§ TASK DESCRIPTION
Two lines below mark the span: the one containing "w h 8 [w 0 0" and the one containing "0 1051 translate 1 -1 scale". Set down both, plus every line between, exactly as they stand, and nothing else.

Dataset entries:
⟨
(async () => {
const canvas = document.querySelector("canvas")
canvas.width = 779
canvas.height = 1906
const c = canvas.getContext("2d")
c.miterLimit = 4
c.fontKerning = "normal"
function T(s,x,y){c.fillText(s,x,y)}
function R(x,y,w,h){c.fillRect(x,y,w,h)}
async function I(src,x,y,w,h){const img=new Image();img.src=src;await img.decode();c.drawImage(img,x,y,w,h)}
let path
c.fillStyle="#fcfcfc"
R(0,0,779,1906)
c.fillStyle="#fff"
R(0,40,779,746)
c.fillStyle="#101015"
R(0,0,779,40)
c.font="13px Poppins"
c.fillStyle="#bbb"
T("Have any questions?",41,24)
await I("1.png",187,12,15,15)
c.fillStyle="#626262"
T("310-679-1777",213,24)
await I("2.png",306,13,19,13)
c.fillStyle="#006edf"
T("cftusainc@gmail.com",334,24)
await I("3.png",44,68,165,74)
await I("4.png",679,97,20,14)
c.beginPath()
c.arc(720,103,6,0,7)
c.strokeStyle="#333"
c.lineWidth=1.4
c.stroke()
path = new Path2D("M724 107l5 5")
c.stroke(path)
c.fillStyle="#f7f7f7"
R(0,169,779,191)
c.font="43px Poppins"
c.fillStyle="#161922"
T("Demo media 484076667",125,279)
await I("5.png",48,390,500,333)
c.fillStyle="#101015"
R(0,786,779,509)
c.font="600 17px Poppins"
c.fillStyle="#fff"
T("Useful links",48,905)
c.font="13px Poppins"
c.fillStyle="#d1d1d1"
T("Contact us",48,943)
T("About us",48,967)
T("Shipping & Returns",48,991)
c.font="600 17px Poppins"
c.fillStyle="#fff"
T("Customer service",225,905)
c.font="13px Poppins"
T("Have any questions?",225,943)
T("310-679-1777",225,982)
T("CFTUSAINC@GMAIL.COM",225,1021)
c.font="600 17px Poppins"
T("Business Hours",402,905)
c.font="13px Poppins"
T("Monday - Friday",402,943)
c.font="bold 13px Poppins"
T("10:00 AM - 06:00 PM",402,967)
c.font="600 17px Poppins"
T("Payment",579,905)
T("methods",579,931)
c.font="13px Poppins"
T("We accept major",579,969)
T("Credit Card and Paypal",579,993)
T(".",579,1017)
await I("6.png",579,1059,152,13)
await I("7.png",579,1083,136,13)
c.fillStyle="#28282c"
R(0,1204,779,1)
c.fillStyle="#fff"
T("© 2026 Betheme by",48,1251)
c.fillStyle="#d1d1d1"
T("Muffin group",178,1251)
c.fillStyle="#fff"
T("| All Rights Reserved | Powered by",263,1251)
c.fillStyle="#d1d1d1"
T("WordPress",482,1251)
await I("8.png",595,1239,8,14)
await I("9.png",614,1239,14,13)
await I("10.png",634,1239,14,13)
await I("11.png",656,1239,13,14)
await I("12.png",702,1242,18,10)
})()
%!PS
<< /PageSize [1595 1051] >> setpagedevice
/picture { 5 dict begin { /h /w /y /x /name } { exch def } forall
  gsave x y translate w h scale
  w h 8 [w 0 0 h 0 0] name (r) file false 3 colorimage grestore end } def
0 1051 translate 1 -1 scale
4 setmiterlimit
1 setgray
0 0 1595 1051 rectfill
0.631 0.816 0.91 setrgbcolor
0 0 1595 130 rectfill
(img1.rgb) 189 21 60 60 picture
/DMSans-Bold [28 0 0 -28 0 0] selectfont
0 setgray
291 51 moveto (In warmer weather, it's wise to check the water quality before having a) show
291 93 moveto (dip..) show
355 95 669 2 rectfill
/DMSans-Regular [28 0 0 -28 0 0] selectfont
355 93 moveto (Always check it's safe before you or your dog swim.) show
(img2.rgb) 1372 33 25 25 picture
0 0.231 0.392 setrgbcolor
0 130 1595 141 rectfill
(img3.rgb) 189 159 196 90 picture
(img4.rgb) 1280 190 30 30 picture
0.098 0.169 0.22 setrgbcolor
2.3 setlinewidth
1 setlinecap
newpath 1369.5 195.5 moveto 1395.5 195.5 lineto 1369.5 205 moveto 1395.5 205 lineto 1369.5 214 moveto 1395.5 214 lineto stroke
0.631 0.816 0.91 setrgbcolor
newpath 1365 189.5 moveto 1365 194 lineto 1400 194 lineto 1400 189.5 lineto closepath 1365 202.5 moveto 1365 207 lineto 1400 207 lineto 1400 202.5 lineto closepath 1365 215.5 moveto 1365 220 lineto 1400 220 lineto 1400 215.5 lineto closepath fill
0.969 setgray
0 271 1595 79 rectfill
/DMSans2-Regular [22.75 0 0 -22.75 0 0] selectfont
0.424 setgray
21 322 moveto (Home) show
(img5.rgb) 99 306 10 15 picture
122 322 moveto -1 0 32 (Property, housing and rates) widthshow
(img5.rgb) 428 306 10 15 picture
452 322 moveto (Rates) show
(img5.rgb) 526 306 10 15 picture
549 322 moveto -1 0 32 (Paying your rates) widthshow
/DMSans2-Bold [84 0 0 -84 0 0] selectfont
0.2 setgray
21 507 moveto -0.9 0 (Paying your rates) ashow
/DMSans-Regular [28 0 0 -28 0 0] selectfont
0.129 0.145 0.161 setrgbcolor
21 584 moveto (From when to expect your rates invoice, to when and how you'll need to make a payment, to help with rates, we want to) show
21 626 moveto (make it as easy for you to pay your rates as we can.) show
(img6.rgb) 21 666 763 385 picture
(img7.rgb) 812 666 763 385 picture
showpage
⟩
§ RESULT BELOW
  w h 8 [w 0 0 h 0 0] name (r) file false 3 colorimage grestore end } def
0 1051 translate 1 -1 scale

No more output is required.